After a slow April, groundbreakings across the U.S. surged in May, with nonresidential construction starts jumping 18%, and commercial starts alone climbing 28%, according to Dodge Construction Network. Retail, office, and warehouse projects all posted solid gains, while institutional work ticked up 19% thanks to a spike in healthcare builds.
Translation: Big jobs are hitting the street again. If you’re not chasing them, someone else is.
This rebound couldn’t come at a better time. Crews have been stretched thin, backlogs are unpredictable, and the stop-start pace of public and private funding has made forecasting a headache.
But in May, the green lights flipped on across multiple sectors, and contractors paying attention are already locking in the next six months of revenue. Forward-looking GCs are treating this as a reset, getting aggressive on estimating, tightening partnerships with subs, and fast-tracking tech adoption to keep pace with demand.

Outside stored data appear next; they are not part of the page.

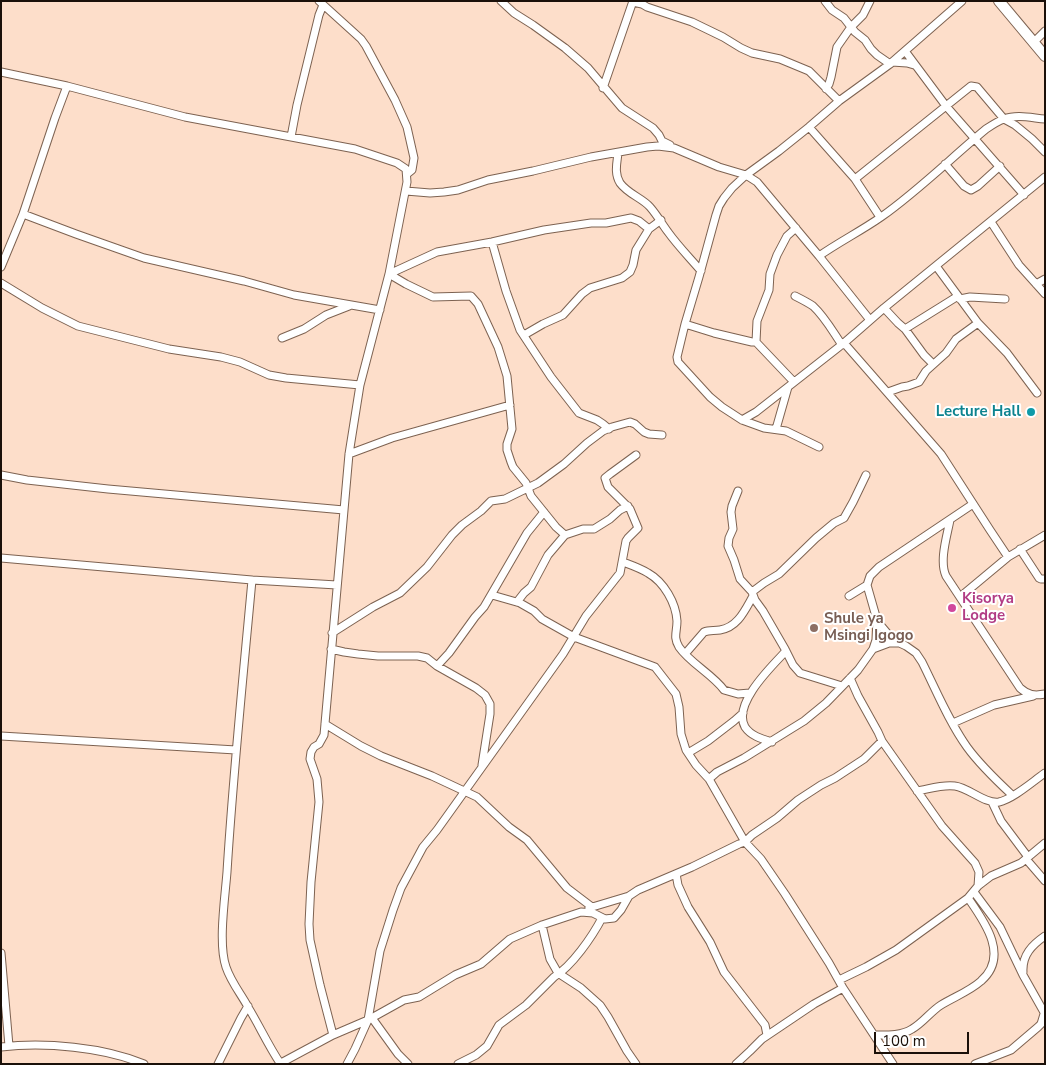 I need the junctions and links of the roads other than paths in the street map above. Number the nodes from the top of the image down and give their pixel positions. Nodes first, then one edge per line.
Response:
1 (501, 1) edge
2 (826, 1) edge
3 (870, 1) edge
4 (962, 1) edge
5 (1000, 1) edge
6 (633, 2) edge
7 (321, 3) edge
8 (851, 27) junction
9 (1045, 31) edge
10 (1034, 42) junction
11 (905, 51) junction
12 (1045, 56) edge
13 (891, 63) junction
14 (915, 65) junction
15 (1, 72) edge
16 (67, 86) junction
17 (604, 88) junction
18 (826, 89) junction
19 (839, 101) junction
20 (946, 106) junction
21 (1004, 119) junction
22 (1045, 119) edge
23 (810, 126) junction
24 (291, 138) junction
25 (975, 138) junction
26 (674, 148) junction
27 (1045, 152) edge
28 (618, 153) junction
29 (945, 164) junction
30 (1000, 166) junction
31 (407, 174) junction
32 (746, 175) junction
33 (855, 179) junction
34 (1044, 179) edge
35 (406, 191) junction
36 (1024, 194) junction
37 (23, 214) junction
38 (880, 218) junction
39 (660, 220) junction
40 (991, 222) junction
41 (796, 228) junction
42 (649, 229) junction
43 (492, 242) junction
44 (819, 256) junction
45 (936, 266) junction
46 (1, 267) edge
47 (701, 271) junction
48 (390, 274) junction
49 (1045, 279) edge
50 (1, 283) edge
51 (1036, 284) junction
52 (1045, 294) edge
53 (795, 296) dead end
54 (959, 297) junction
55 (1005, 299) dead end
56 (350, 306) junction
57 (884, 308) junction
58 (380, 310) junction
59 (870, 320) junction
60 (978, 323) junction
61 (684, 324) junction
62 (905, 329) junction
63 (524, 336) junction
64 (282, 338) dead end
65 (756, 342) junction
66 (843, 344) junction
67 (933, 364) junction
68 (360, 385) junction
69 (791, 385) junction
70 (888, 392) junction
71 (1037, 393) dead end
72 (510, 405) junction
73 (742, 420) junction
74 (609, 429) junction
75 (776, 429) junction
76 (662, 435) dead end
77 (819, 447) dead end
78 (350, 454) junction
79 (636, 455) dead end
80 (1, 475) edge
81 (866, 475) dead end
82 (528, 488) junction
83 (738, 491) dead end
84 (973, 504) junction
85 (628, 506) junction
86 (344, 510) junction
87 (544, 512) junction
88 (950, 520) junction
89 (565, 535) junction
90 (1045, 535) edge
91 (1020, 549) junction
92 (1008, 557) junction
93 (1, 558) edge
94 (623, 562) junction
95 (1045, 579) edge
96 (252, 580) junction
97 (337, 584) junction
98 (867, 584) junction
99 (753, 594) junction
100 (492, 595) junction
101 (849, 596) dead end
102 (960, 597) junction
103 (517, 602) junction
104 (877, 620) junction
105 (332, 632) junction
106 (574, 637) junction
107 (899, 643) junction
108 (331, 649) junction
109 (873, 649) junction
110 (786, 652) junction
111 (685, 654) junction
112 (437, 666) junction
113 (850, 678) junction
114 (842, 686) junction
115 (750, 693) junction
116 (738, 694) junction
117 (1042, 695) edge
118 (746, 704) junction
119 (743, 713) junction
120 (953, 723) junction
121 (325, 724) junction
122 (1, 736) edge
123 (882, 741) junction
124 (772, 742) junction
125 (236, 750) junction
126 (688, 753) junction
127 (482, 767) junction
128 (1045, 773) edge
129 (709, 780) junction
130 (465, 791) junction
131 (917, 791) junction
132 (1012, 796) junction
133 (992, 802) junction
134 (745, 842) junction
135 (1045, 843) edge
136 (1028, 858) junction
137 (676, 874) junction
138 (1045, 881) edge
139 (978, 886) junction
140 (971, 895) junction
141 (629, 896) junction
142 (592, 907) junction
143 (581, 912) junction
144 (602, 918) junction
145 (542, 925) junction
146 (1045, 936) edge
147 (1, 953) edge
148 (559, 974) junction
149 (1023, 975) junction
150 (839, 980) junction
151 (843, 988) junction
152 (248, 1006) junction
153 (1044, 1014) edge
154 (370, 1019) junction
155 (333, 1035) junction
156 (767, 1035) junction
157 (874, 1035) junction
158 (5, 1047) edge
159 (980, 1063) edge
160 (144, 1064) edge
161 (218, 1064) edge
162 (279, 1064) edge
163 (347, 1064) edge
164 (408, 1064) edge
165 (458, 1064) edge
166 (636, 1064) edge
167 (736, 1064) edge
168 (893, 1064) edge

1 - 17 street
2 - 8 street
3 - 8 street
4 - 11 street
5 - 10 main road
6 - 17 street
6 - 18 street
7 - 24 street
7 - 31 street
8 - 13 street
8 - 18 street
9 - 10 street
10 - 12 main road
11 - 13 street
11 - 14 street
13 - 14 street
13 - 19 street
14 - 20 street
15 - 16 street
16 - 24 street
16 - 37 street
17 - 26 street
18 - 19 street
19 - 23 street
20 - 21 street
20 - 25 street
20 - 33 street
21 - 22 street
21 - 25 street
21 - 27 street
23 - 32 street
23 - 33 street
24 - 31 street
25 - 29 street
25 - 30 street
26 - 28 street
26 - 32 street
28 - 35 street
28 - 39 street
29 - 30 street
29 - 38 street
30 - 36 street
31 - 35 street
32 - 41 street
32 - 47 street
33 - 38 street
34 - 36 street
35 - 48 street
36 - 40 street
37 - 46 street
37 - 56 street
38 - 44 street
39 - 42 street
39 - 47 street
40 - 45 street
40 - 51 street
41 - 44 street
41 - 65 street
42 - 43 street
42 - 63 street
43 - 48 street
43 - 63 street
44 - 59 street
45 - 54 street
45 - 57 street
47 - 61 street
48 - 58 street
48 - 72 street
49 - 51 street
50 - 68 street
51 - 52 street
53 - 66 street
54 - 55 street
54 - 60 street
54 - 62 street
56 - 58 street
56 - 64 street
57 - 59 street
57 - 62 street
58 - 68 street
59 - 66 street
60 - 67 street
60 - 71 street
61 - 65 street
61 - 73 street
62 - 67 street
63 - 74 street
65 - 69 street
66 - 69 street
66 - 70 street
67 - 70 street
68 - 78 street
69 - 73 street
69 - 75 street
70 - 84 street
72 - 78 street
72 - 82 street
73 - 75 street
74 - 76 street
74 - 82 street
75 - 77 street
78 - 86 street
79 - 85 street
80 - 86 street
81 - 99 street
82 - 87 street
82 - 105 street
83 - 99 street
84 - 88 street
84 - 92 street
85 - 89 street
85 - 94 street
86 - 97 street
87 - 89 street
87 - 100 street
88 - 98 street
88 - 102 street
89 - 103 street
90 - 91 street
91 - 92 street
91 - 95 street
92 - 102 street
93 - 96 street
94 - 106 street
94 - 111 street
96 - 97 street
96 - 125 street
97 - 105 street
98 - 101 street
98 - 104 street
99 - 110 street
99 - 111 street
100 - 103 street
100 - 112 street
102 - 117 street
103 - 106 street
104 - 107 street
104 - 109 street
105 - 108 street
106 - 126 street
106 - 127 street
107 - 109 street
107 - 120 street
108 - 112 street
108 - 121 street
109 - 113 street
110 - 114 street
110 - 115 street
111 - 116 street
112 - 127 street
113 - 114 street
113 - 123 street
114 - 124 street
115 - 116 street
115 - 118 street
116 - 118 street
117 - 120 street
118 - 119 street
119 - 124 street
119 - 126 street
120 - 132 street
121 - 130 street
121 - 155 street
122 - 125 street
123 - 131 street
123 - 134 street
124 - 129 street
125 - 152 street
126 - 129 street
127 - 130 street
128 - 132 street
129 - 134 street
130 - 142 street
130 - 154 street
131 - 133 street
131 - 139 street
132 - 133 street
133 - 136 street
134 - 137 street
134 - 150 street
135 - 136 street
136 - 138 street
136 - 139 street
137 - 141 street
137 - 156 street
139 - 140 street
140 - 149 street
140 - 150 street
140 - 157 street
141 - 142 street
141 - 144 street
142 - 143 street
143 - 144 street
143 - 145 street
144 - 148 street
145 - 148 street
145 - 154 street
146 - 149 street
147 - 158 street
148 - 165 street
148 - 166 street
149 - 153 street
150 - 151 street
151 - 156 street
151 - 157 street
152 - 161 street
152 - 162 street
153 - 159 street
154 - 155 street
154 - 163 street
154 - 164 street
155 - 162 street
156 - 167 street
157 - 168 street
158 - 160 street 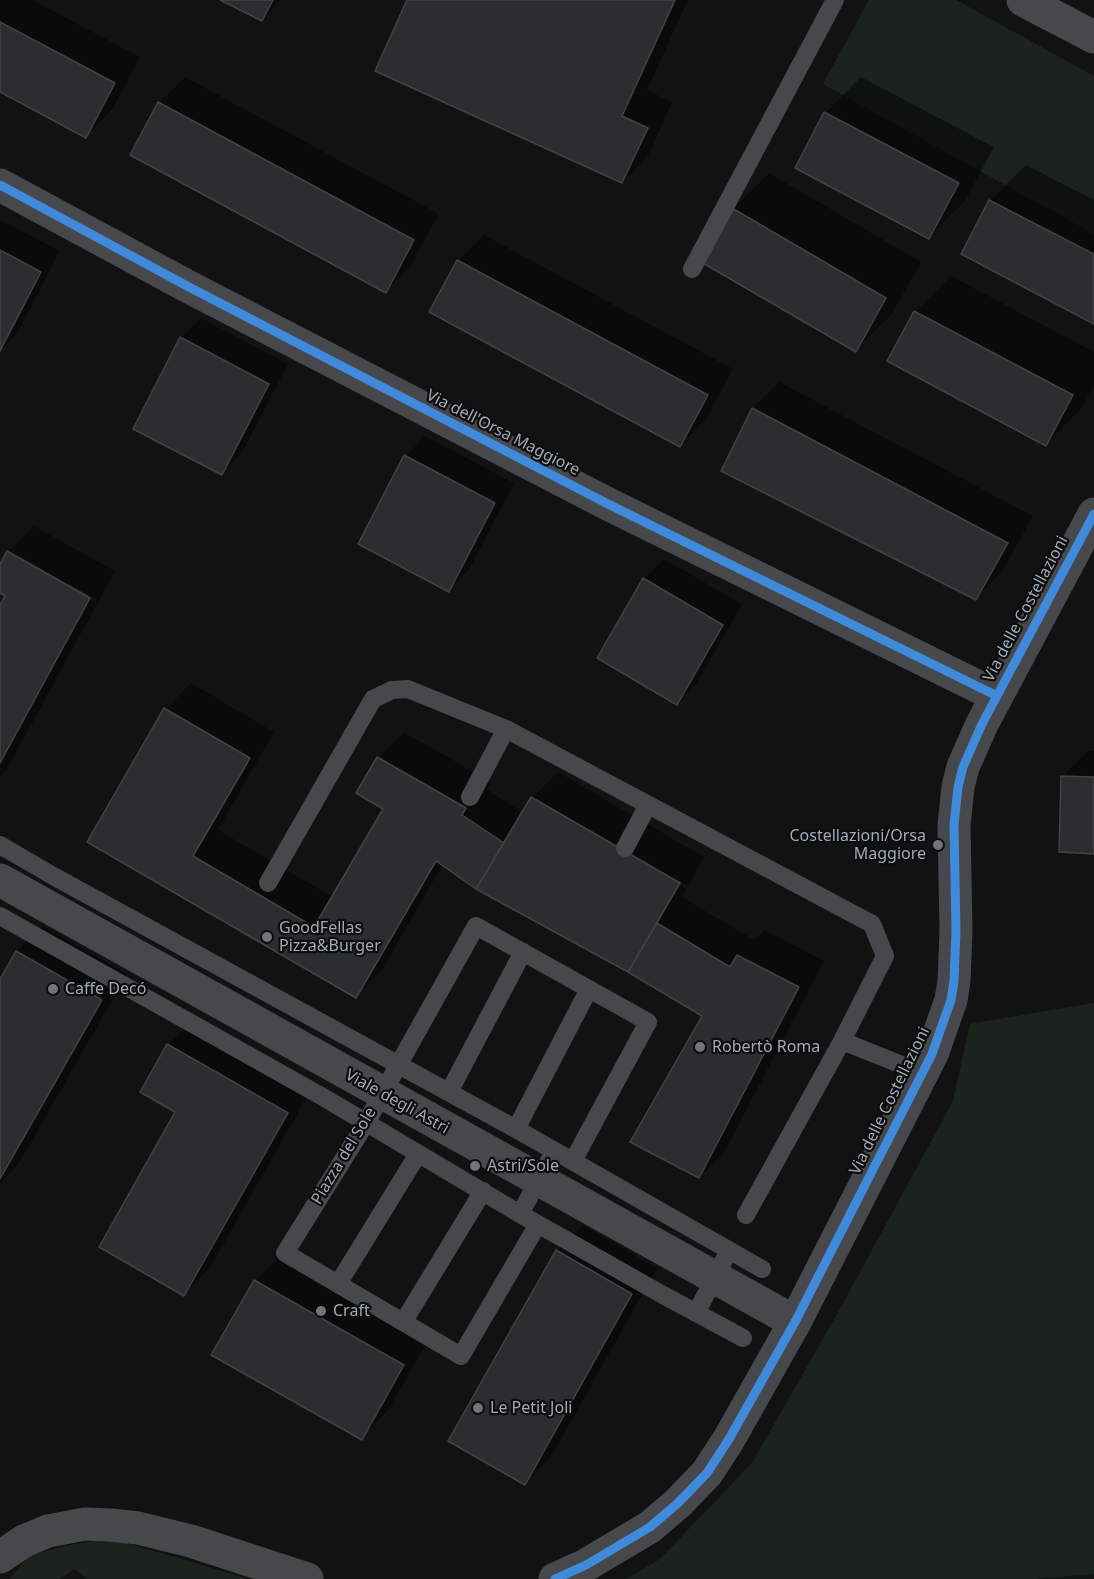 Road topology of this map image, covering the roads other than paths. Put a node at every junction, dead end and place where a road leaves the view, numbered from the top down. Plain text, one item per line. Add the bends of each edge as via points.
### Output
1 (835, 0) edge
2 (1023, 0) edge
3 (1094, 37) edge
4 (0, 185) edge
5 (692, 268) dead end
6 (1094, 514) edge
7 (997, 696) junction
8 (506, 729) junction
9 (470, 797) dead end
10 (648, 805) junction
11 (0, 845) edge
12 (625, 848) dead end
13 (0, 880) edge
14 (268, 883) dead end
15 (0, 916) edge
16 (523, 952) junction
17 (220, 966) junction
18 (589, 989) junction
19 (206, 995) junction
20 (191, 1023) junction
21 (842, 1041) junction
22 (398, 1064) junction
23 (922, 1073) junction
24 (449, 1092) junction
25 (382, 1094) junction
26 (366, 1123) junction
27 (516, 1129) junction
28 (554, 1152) junction
29 (418, 1154) junction
30 (573, 1161) junction
31 (539, 1180) junction
32 (483, 1191) junction
33 (520, 1214) junction
34 (746, 1215) dead end
35 (538, 1224) junction
36 (722, 1264) junction
37 (762, 1269) dead end
38 (338, 1284) junction
39 (696, 1313) junction
40 (404, 1321) junction
41 (795, 1323) junction
42 (743, 1338) dead end
43 (0, 1557) edge
44 (307, 1579) edge
45 (555, 1579) edge

1 - 5 lane
2 - 3 street
4 - 7 street, Via dell'Orsa Maggiore via 608,504
6 - 7 street, Via delle Costellazioni
7 - 23 street, Via delle Costellazioni via 969,752 958,787 954,981 943,1026
8 - 9 lane
8 - 10 lane
8 - 14 lane via 408,689 392,690 373,699
10 - 12 lane
10 - 21 lane via 872,924 885,956
11 - 17 lane
13 - 19 street, Viale degli Astri
15 - 20 lane
16 - 18 lane, Piazza del Sole
16 - 22 lane, Piazza del Sole via 476,926
16 - 24 lane
17 - 19 lane
17 - 22 lane
18 - 27 lane
18 - 30 lane, Piazza del Sole via 648,1022
19 - 20 lane
19 - 25 street, Viale degli Astri
20 - 26 lane
21 - 23 lane
21 - 34 lane
22 - 24 lane
22 - 25 lane, Piazza del Sole
23 - 41 street, Via delle Costellazioni
24 - 27 lane
25 - 26 lane, Piazza del Sole
25 - 31 street, Viale degli Astri
26 - 29 lane
26 - 38 lane, Piazza del Sole via 285,1253
27 - 28 lane
28 - 30 lane
28 - 31 lane
29 - 32 lane
29 - 38 lane
30 - 36 lane
31 - 33 lane
31 - 36 street, Viale degli Astri
32 - 33 lane
32 - 40 lane
33 - 35 lane
35 - 39 lane
35 - 40 lane, Piazza del Sole via 461,1356
36 - 37 lane
36 - 39 lane
36 - 41 street, Viale degli Astri
38 - 40 lane, Piazza del Sole
39 - 42 lane
41 - 45 street, Via delle Costellazioni via 723,1448 692,1489 635,1537
43 - 44 street via 48,1531 111,1524 183,1539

Here’s where the biggest commercial and institutional action broke ground last month:
- $1.5B Sierra Solar + Battery Storage Project – Fallon, Nevada
- $1.2B Delta Blues Advanced Power Station – Greenville, Mississippi
- $1.2B BART Train Control Modernization – Oakland, California
- $900M SpaceX Starship GigaBay Facility – Brevard County, Florida
- $780M Markey Cancer and Surgery Center (UK) – Lexington, Kentucky
- $720M Pfizer HQ Residential Conversion – New York, NY
- $705M Western State Forensic Hospital – Lakewood, Washington
- $403M Domino Sugar Redevelopment – Williamsburg, NY
- $290M Monmouth Square Development – Eatontown, New Jersey
That’s over $8 billion in major project starts all in one month. And that’s just the top of the pile. There are hundreds of mid-size projects in preconstruction, many still looking for the right subs, trades, and teams. If your estimating team’s been quiet lately, this is your sign to ramp up.
The takeaway? There’s work out there. And not just any work. The kind that fills your schedule, books your best crews, and builds your backlog with predictable, profitable hours.
If you’re still waiting to see how the market shakes out, you’ll be watching from the sidelines.
Yes, uncertainty still looms. Year-to-date, overall construction starts are slightly down from 2024. But commercial construction is holding firm. Even with interest rates, trade policy shifts, and supply headaches, contractors who stay aggressive are still landing work.
And here's the other pressure point: labor. With many GCs and subs already short on skilled trades, the firms that line up jobs early will be the ones who can staff up without scrambling. Early wins mean better crew planning, less overtime, and fewer last-minute hires.
This moment also gives savvy firms a shot to recalibrate, investing in prefabrication, layout automation, or scheduling tools that pay off in tighter timelines and fewer change orders.
Here’s the bottom line: May’s rebound wasn’t a fluke; it was a signal. The pace is picking up. Owners are pulling the trigger. And the bids going out today are the work your crews will be doing in Q3 and Q4. If you want in, now’s the time to move.